Friday, July 28, 2006

6 families, 6 tents, 6 kids 6 and under: should camping be this hard?


This past weeked was our annual camping trip to Big Basin. We started out in 2004 with just our 4 friends (no kids) and our family - 8 in total. This year, we are up to 18 people - 12 adults and 6 kids, age 3-6 years old. As we approach the weekend, I am always a little anxious about the details and logistics, but at the end of the weekend I always think about how much fun it has been and how we are definitely doing it again next year.

The thing that makes this trip the hardest is that camping is not as easy as it once was....

When I was a kid, my Mom would take us camping 2 or 3 times during the summer. We would sleep under the stars (yes, I am a California native), no tents for us. We would eat sugar cereals with milk my mom would buy every other day. Dinner was something from our favorite childhood culinary wizard, Chef Boyardee. It was not until I went camping in my early twenties did I realize you could actually have real food camping. You know, fresh food, the kind that needs to be transported in coolers or else it spoils. With my Mom, camping was a more spontaneous and carefree undertaking, requiring no more planning than picking the weekend, throwing the sleeping bags in the trunk and getting the heck out of dodge.

Nowadays, you have to book your campsite 6 months in advance, and at Big Basin Redwoods State Park, that does not even ensure you get a good one - you need to show up right at 2pm check-in to nab a decent site. There are so many folks interested in this trip back in time that I think the campsites are actually getting smaller, in an effort to cram in more wilderness-loving folks. In order to ensure we have all the creature comforts of home, it takes us a station wagon with a rocket box to haul all our crap. Back in the day (am I old enough to say that?), we put everything for 3 weeks of car camping and vacationing into the back of my Mom's Buick Skylark.
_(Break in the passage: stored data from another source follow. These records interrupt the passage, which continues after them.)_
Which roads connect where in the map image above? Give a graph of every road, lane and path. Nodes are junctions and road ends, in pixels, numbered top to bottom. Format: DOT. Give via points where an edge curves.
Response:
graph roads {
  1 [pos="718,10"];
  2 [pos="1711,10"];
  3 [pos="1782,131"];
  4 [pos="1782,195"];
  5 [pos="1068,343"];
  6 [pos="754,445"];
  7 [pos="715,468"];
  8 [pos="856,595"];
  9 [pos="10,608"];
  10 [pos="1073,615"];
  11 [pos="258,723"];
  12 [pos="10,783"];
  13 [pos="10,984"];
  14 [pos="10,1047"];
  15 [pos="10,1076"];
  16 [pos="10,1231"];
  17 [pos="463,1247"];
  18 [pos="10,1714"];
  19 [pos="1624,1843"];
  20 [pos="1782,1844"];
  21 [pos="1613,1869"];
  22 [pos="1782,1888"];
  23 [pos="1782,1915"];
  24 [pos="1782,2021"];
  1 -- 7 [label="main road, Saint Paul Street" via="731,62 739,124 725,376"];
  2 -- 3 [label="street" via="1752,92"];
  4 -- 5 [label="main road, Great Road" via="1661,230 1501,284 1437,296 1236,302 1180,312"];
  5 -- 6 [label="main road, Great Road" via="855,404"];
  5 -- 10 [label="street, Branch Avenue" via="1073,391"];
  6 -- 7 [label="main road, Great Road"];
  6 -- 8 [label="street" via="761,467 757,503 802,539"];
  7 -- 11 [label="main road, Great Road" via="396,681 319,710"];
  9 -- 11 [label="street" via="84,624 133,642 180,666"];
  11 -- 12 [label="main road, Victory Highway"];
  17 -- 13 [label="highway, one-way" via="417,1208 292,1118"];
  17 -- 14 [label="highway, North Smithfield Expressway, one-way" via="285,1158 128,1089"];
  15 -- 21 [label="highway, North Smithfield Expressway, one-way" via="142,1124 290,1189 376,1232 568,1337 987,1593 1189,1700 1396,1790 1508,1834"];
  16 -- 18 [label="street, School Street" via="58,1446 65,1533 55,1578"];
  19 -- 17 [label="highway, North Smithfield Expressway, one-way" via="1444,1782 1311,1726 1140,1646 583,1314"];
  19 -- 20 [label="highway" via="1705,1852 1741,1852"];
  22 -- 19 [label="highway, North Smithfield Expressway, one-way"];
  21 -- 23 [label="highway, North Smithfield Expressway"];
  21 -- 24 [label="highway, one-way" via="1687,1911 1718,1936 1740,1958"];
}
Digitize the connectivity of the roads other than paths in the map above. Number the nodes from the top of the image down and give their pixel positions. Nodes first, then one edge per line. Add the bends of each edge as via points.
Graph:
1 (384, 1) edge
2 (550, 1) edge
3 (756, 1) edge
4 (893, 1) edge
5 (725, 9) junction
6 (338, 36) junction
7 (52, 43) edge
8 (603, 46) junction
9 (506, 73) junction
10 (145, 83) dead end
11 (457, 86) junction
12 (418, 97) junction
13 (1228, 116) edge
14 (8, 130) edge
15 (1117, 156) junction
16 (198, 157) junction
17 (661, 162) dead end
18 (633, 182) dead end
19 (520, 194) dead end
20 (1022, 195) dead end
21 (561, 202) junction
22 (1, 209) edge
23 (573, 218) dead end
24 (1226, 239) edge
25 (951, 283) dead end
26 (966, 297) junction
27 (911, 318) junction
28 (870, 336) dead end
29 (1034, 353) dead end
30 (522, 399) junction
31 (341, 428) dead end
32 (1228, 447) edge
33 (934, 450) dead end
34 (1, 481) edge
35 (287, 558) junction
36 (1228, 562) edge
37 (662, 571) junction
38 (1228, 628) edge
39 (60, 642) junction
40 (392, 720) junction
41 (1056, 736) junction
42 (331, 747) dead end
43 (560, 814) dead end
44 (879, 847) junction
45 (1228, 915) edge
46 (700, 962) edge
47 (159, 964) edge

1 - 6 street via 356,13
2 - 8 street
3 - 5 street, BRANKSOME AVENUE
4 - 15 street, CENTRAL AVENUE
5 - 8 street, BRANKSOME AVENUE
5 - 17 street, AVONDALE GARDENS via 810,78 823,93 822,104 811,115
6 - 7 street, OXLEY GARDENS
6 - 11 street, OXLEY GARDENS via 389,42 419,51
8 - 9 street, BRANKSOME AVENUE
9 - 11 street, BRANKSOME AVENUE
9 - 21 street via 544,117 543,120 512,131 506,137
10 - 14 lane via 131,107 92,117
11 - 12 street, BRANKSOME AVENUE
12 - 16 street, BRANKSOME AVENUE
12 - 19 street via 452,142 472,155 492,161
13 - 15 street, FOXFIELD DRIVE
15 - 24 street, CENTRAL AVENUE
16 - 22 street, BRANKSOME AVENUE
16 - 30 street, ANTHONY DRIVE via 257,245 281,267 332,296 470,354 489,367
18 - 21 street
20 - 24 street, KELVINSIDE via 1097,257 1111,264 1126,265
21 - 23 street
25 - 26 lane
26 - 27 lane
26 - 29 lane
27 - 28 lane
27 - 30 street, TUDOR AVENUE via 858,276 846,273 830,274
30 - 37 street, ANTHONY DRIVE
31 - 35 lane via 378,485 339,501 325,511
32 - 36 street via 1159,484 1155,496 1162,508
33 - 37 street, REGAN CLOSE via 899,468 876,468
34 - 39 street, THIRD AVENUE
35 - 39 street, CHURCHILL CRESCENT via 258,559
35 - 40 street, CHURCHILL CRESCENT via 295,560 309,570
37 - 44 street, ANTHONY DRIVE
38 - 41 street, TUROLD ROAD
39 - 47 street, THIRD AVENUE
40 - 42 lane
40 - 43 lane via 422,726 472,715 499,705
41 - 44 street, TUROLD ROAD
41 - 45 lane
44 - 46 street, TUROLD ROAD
When you get there, it seems as though every moment needs to be filled with activities designed to maximize your experience in the wilds - hiking; birdwatching; visiting the nature center; going to the ranger-sponsored campfire. Not many opportunities to contemplate your navel, or poke the fire as one of my friends likes to say. Because meals are so complicated (think French Toast with sausage and fruit or grilled New York strip steaks with homemade baked beans and firepit roasted potatos), so is the clean up, and it seems as though when one clean up is finished, you need to start preparing the next meal. In my desire to channel my inner girl scout, I also bring along Bessie, my 12" Dutch Oven, which is good for all sorts of cooking adventures, including brownies, sweet rolls for breakfast and my now famous oven 'o beans. We extend the day into the night by bringing a battery of batteries to power our flotilla of lanterns. This allows us to play Mexican Train and Speed Scrabble and Backgammon well past lights out. No moment goes wasted.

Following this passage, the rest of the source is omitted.